WHAT TO DO. Each entry should be set down exactly as written, except for any picture it holds.

TASK INPUTS.
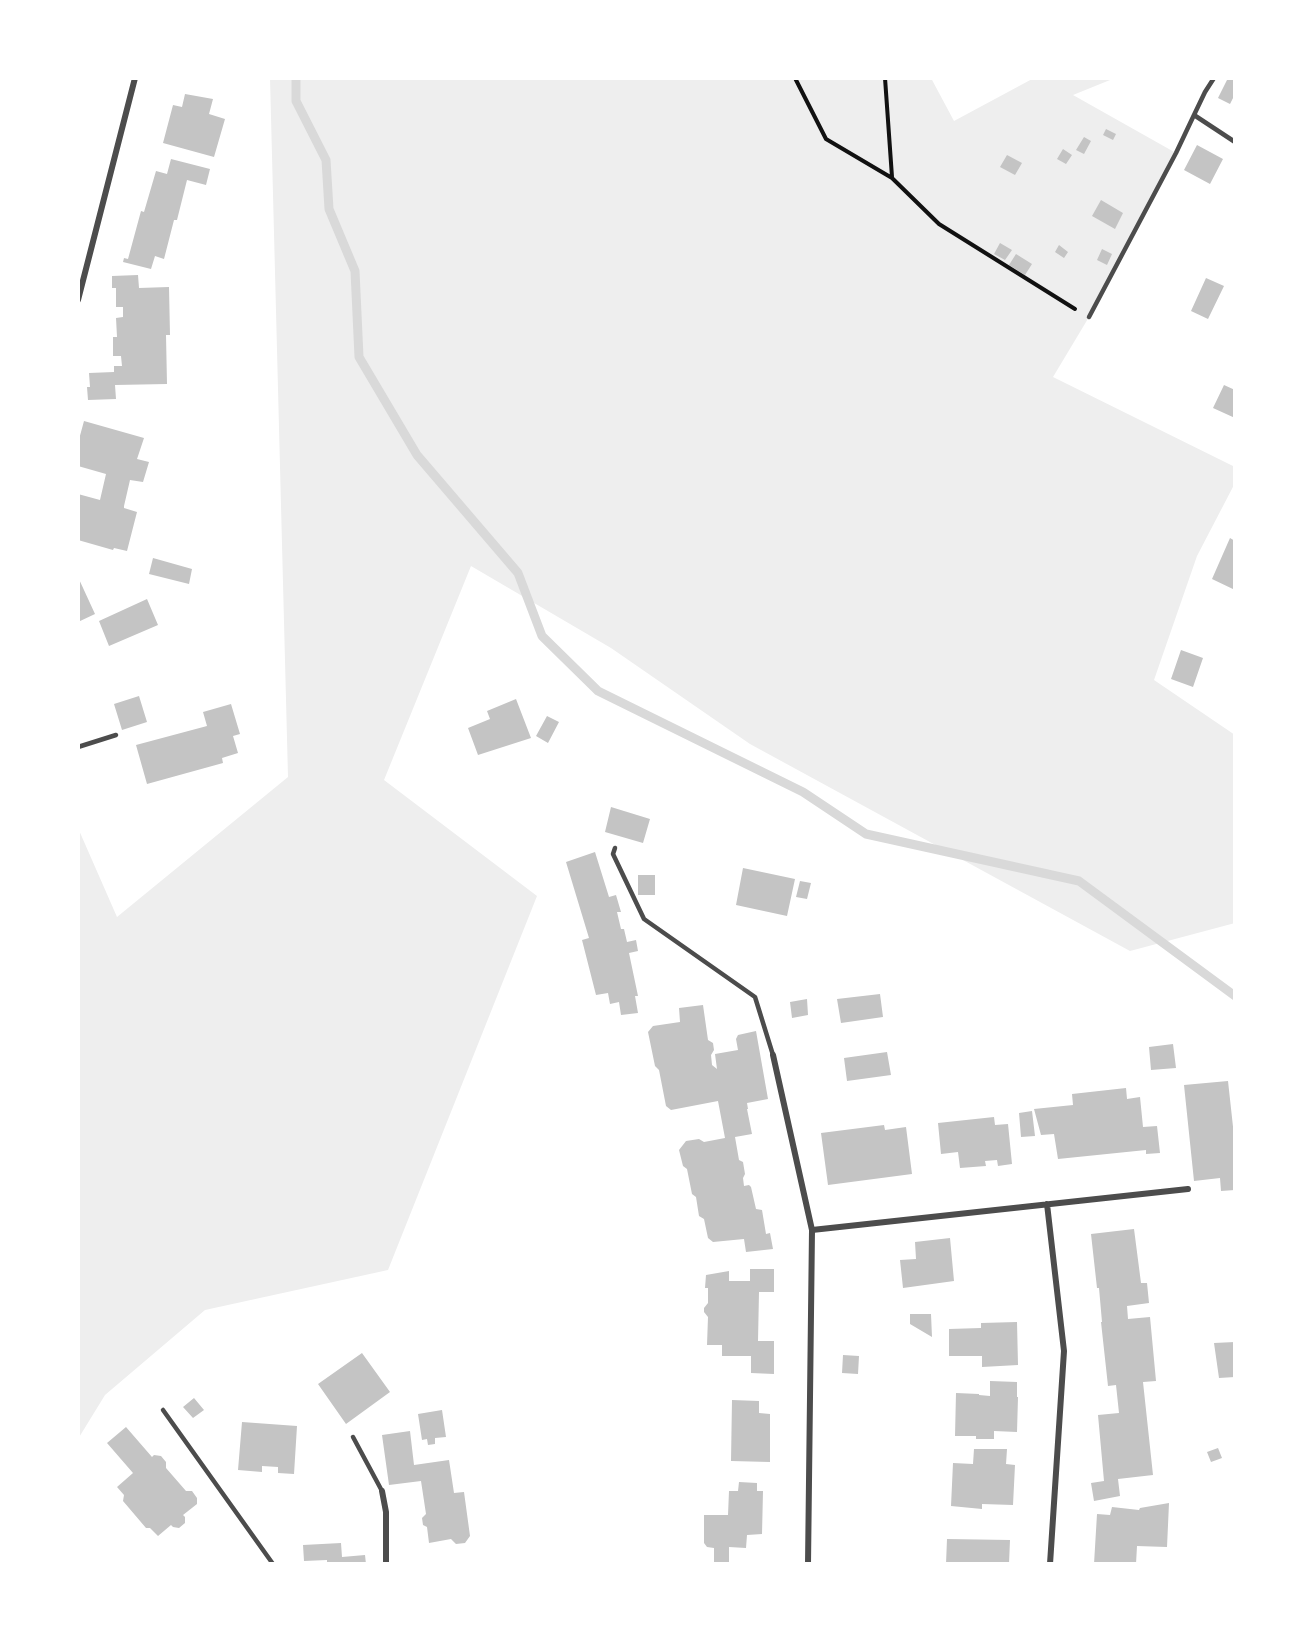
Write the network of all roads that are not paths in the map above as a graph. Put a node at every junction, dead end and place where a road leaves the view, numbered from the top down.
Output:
1 (135, 78) edge
2 (1214, 78) edge
3 (1194, 115) junction
4 (1235, 142) edge
5 (78, 300) edge
6 (1089, 317) road end
7 (116, 735) dead end
8 (78, 747) edge
9 (615, 848) dead end
10 (773, 1055) joint
11 (1188, 1189) dead end
12 (1047, 1204) junction
13 (812, 1230) junction
14 (163, 1410) dead end
15 (353, 1437) dead end
16 (382, 1491) joint
17 (273, 1564) edge
18 (386, 1564) edge
19 (808, 1564) edge
20 (1050, 1564) edge

1 - 5 street
2 - 3 lane
3 - 4 lane
3 - 6 lane
7 - 8 lane
9 - 10 lane
10 - 13 street
11 - 12 street
12 - 13 street
12 - 20 street
13 - 19 street
14 - 17 lane
15 - 16 lane
16 - 18 street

PROBLEM SOLUTION.
Write the network of all roads that are not paths in the map above as a graph. Put a node at every junction, dead end and place where a road leaves the view, numbered from the top down.
Output:
1 (135, 78) edge
2 (1214, 78) edge
3 (1194, 115) junction
4 (1235, 142) edge
5 (78, 300) edge
6 (1089, 317) road end
7 (116, 735) dead end
8 (78, 747) edge
9 (615, 848) dead end
10 (773, 1055) joint
11 (1188, 1189) dead end
12 (1047, 1204) junction
13 (812, 1230) junction
14 (163, 1410) dead end
15 (353, 1437) dead end
16 (382, 1491) joint
17 (273, 1564) edge
18 (386, 1564) edge
19 (808, 1564) edge
20 (1050, 1564) edge

1 - 5 street
2 - 3 lane
3 - 4 lane
3 - 6 lane
7 - 8 lane
9 - 10 lane
10 - 13 street
11 - 12 street
12 - 13 street
12 - 20 street
13 - 19 street
14 - 17 lane
15 - 16 lane
16 - 18 street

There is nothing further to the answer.